The best human-preferred summaries tend to be slightly more abstractive - they rephrase rather than extract, they synthesize rather than list, they use cleaner language than the source. But abstraction is where hallucination enters. A model that paraphrases confidently can introduce subtle distortions: changing a qualifier ("may cause" becomes "causes"), eliding important caveats, or conflating two similar facts.

The Vectara data makes this concrete: GPT-5's 10%+ hallucination rate on document summarization versus Phi-4's 3.7% shows that higher general capability does not mean more faithful summarization. Phi-4 is more extractive by default, which keeps it grounded. GPT-5's fluency advantage comes with a faithfulness cost.

For most enterprise use cases - summarizing customer support tickets, legal documents, financial filings - you want a model closer to the faithfulness end of this tradeoff, not the fluency end.

Long-Document Performance Is Where the Real Gaps Are

On CNN/DailyMail (average article length: ~800 words), the differences between frontier models are minor.
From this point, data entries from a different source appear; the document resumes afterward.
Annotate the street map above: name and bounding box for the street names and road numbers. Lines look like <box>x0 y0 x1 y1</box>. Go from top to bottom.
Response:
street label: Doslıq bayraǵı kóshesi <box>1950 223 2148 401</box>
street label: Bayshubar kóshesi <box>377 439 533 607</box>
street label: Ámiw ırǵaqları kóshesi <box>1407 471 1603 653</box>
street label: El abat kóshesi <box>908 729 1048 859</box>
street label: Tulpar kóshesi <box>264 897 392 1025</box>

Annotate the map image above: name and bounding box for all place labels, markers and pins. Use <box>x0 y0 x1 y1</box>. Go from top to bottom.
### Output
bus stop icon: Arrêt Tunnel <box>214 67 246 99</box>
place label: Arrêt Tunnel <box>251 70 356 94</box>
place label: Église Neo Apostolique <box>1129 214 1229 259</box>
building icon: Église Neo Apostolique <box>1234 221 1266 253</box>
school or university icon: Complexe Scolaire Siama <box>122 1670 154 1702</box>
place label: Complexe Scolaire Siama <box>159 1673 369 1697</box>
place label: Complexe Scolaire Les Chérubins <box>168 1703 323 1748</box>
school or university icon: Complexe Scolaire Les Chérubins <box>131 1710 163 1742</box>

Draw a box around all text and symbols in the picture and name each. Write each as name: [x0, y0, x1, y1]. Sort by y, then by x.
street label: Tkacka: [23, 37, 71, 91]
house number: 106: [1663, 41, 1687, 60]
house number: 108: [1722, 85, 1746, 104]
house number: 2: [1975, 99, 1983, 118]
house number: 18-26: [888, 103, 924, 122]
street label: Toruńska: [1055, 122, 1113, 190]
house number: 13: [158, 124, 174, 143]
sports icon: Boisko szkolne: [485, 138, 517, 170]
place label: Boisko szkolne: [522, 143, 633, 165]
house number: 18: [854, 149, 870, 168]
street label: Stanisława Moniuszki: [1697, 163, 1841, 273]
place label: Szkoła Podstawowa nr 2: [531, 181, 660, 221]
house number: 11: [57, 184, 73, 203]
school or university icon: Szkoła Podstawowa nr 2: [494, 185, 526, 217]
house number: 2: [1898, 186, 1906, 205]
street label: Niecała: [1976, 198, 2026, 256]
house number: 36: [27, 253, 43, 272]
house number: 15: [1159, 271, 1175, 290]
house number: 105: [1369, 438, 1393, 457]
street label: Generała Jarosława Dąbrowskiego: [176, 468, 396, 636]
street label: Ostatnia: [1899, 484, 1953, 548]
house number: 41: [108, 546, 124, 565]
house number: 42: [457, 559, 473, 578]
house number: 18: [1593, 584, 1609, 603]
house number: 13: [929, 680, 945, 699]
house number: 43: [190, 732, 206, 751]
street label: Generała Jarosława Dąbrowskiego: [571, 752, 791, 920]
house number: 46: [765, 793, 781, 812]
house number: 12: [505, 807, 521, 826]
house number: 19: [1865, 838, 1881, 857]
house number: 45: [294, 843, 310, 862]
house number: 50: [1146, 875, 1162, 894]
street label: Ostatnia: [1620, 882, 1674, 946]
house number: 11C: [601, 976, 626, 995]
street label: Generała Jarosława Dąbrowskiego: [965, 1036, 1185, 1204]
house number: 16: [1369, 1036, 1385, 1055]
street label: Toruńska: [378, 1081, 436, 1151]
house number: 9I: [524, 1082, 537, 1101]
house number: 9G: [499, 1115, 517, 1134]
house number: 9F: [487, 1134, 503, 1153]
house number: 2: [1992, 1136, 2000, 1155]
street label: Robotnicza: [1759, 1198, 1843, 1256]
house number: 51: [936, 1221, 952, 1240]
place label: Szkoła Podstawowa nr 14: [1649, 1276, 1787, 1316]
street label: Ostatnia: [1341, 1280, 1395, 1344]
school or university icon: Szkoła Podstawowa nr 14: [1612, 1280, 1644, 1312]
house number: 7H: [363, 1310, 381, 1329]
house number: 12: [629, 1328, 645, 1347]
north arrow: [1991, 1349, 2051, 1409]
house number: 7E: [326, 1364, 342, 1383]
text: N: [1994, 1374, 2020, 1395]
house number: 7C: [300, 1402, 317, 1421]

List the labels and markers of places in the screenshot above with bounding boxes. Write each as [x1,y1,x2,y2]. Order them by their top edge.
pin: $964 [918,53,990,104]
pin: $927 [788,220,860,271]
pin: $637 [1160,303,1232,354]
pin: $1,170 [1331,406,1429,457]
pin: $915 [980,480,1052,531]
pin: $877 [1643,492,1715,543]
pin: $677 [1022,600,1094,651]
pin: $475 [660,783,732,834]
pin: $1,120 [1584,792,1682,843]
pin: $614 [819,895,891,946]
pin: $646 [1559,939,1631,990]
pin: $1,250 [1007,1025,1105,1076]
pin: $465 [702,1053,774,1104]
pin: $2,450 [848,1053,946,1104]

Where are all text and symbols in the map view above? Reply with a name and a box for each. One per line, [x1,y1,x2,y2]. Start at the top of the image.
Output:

On GovReport (average source: ~9,400 words), QMSum (multi-turn meeting transcripts), and BookSum (full chapters), the gaps are substantial - but published numbers are sparse. Most benchmark results cover only short-document tasks.

What we can infer: models with larger verified context windows (Claude 4 Opus at 1M tokens with strong MRCR performance, GPT-4.1 at 1M tokens) have a structural advantage on long-document tasks because they can ingest the full source. Models that silently truncate inputs on long documents will produce worse summaries without any indication that truncation occurred. Always verify that your model's effective context is sufficient for your longest source documents before trusting output quality.

The Open-Source Gap Has Narrowed for Short Documents - Not Long Ones

Qwen 3.5 at 43.5 and Llama 4 at 43.1 on CNN/DailyMail ROUGE-L are within noise distance of GPT-4.1's 44.2. For a news article summarization pipeline, the cost difference between Qwen 3.5 (self-hosted or very cheap via API) and GPT-4.1 is hard to justify. But on multi-document and long-form tasks, the frontier closed models still hold a meaningful advantage - primarily because their larger context windows and stronger instruction following allow them to handle complex summarization requests that require genuine synthesis rather than extraction.

Methodology

This leaderboard pulls numbers from the following sources:

ROUGE-L scores: Model cards published on HuggingFace and official technical reports where available. All CNN/DailyMail scores use the standard 3.0.0 test split. All XSum scores use the standard test split. No scores have been reproduced by running models locally - I am working from published figures only.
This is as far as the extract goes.